Recorded information Block Start

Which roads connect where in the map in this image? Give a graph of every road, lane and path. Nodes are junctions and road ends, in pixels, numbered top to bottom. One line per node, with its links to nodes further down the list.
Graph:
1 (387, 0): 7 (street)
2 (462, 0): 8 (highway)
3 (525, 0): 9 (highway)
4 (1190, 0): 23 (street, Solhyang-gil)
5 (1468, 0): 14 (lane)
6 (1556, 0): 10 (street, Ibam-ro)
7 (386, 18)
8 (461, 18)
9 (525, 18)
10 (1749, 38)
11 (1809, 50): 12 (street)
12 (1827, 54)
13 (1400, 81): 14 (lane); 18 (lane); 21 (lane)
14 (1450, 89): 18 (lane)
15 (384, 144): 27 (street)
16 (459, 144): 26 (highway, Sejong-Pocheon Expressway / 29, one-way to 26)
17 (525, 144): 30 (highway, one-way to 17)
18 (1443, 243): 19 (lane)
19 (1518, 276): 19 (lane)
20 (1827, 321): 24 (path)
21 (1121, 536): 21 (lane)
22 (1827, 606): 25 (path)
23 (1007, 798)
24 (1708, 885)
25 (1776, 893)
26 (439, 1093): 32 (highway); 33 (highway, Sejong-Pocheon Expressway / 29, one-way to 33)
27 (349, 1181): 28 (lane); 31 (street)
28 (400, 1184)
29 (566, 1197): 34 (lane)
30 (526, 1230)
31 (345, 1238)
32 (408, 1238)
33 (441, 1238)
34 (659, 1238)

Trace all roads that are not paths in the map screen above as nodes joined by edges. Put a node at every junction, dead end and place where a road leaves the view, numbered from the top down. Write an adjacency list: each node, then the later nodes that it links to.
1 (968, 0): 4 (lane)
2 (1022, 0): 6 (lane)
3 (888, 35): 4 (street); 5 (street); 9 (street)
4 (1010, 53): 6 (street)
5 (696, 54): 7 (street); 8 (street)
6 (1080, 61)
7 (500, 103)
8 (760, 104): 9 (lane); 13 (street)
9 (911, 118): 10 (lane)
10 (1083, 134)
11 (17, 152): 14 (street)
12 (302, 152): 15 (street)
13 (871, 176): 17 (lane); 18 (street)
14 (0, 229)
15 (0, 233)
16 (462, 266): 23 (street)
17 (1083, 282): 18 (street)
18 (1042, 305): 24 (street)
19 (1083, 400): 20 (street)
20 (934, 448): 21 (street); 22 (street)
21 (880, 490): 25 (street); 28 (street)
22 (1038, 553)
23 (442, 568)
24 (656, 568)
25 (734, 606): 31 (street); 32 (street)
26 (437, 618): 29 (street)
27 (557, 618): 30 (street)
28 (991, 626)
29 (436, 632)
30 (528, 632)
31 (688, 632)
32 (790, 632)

Recorded information Block End

→ Task to complete: Give back each line above precisely as it stands.

→ Reply to the exercise:
Which roads connect where in the map in this image? Give a graph of every road, lane and path. Nodes are junctions and road ends, in pixels, numbered top to bottom. One line per node, with its links to nodes further down the list.
Graph:
1 (387, 0): 7 (street)
2 (462, 0): 8 (highway)
3 (525, 0): 9 (highway)
4 (1190, 0): 23 (street, Solhyang-gil)
5 (1468, 0): 14 (lane)
6 (1556, 0): 10 (street, Ibam-ro)
7 (386, 18)
8 (461, 18)
9 (525, 18)
10 (1749, 38)
11 (1809, 50): 12 (street)
12 (1827, 54)
13 (1400, 81): 14 (lane); 18 (lane); 21 (lane)
14 (1450, 89): 18 (lane)
15 (384, 144): 27 (street)
16 (459, 144): 26 (highway, Sejong-Pocheon Expressway / 29, one-way to 26)
17 (525, 144): 30 (highway, one-way to 17)
18 (1443, 243): 19 (lane)
19 (1518, 276): 19 (lane)
20 (1827, 321): 24 (path)
21 (1121, 536): 21 (lane)
22 (1827, 606): 25 (path)
23 (1007, 798)
24 (1708, 885)
25 (1776, 893)
26 (439, 1093): 32 (highway); 33 (highway, Sejong-Pocheon Expressway / 29, one-way to 33)
27 (349, 1181): 28 (lane); 31 (street)
28 (400, 1184)
29 (566, 1197): 34 (lane)
30 (526, 1230)
31 (345, 1238)
32 (408, 1238)
33 (441, 1238)
34 (659, 1238)

Trace all roads that are not paths in the map screen above as nodes joined by edges. Put a node at every junction, dead end and place where a road leaves the view, numbered from the top down. Write an adjacency list: each node, then the later nodes that it links to.
1 (968, 0): 4 (lane)
2 (1022, 0): 6 (lane)
3 (888, 35): 4 (street); 5 (street); 9 (street)
4 (1010, 53): 6 (street)
5 (696, 54): 7 (street); 8 (street)
6 (1080, 61)
7 (500, 103)
8 (760, 104): 9 (lane); 13 (street)
9 (911, 118): 10 (lane)
10 (1083, 134)
11 (17, 152): 14 (street)
12 (302, 152): 15 (street)
13 (871, 176): 17 (lane); 18 (street)
14 (0, 229)
15 (0, 233)
16 (462, 266): 23 (street)
17 (1083, 282): 18 (street)
18 (1042, 305): 24 (street)
19 (1083, 400): 20 (street)
20 (934, 448): 21 (street); 22 (street)
21 (880, 490): 25 (street); 28 (street)
22 (1038, 553)
23 (442, 568)
24 (656, 568)
25 (734, 606): 31 (street); 32 (street)
26 (437, 618): 29 (street)
27 (557, 618): 30 (street)
28 (991, 626)
29 (436, 632)
30 (528, 632)
31 (688, 632)
32 (790, 632)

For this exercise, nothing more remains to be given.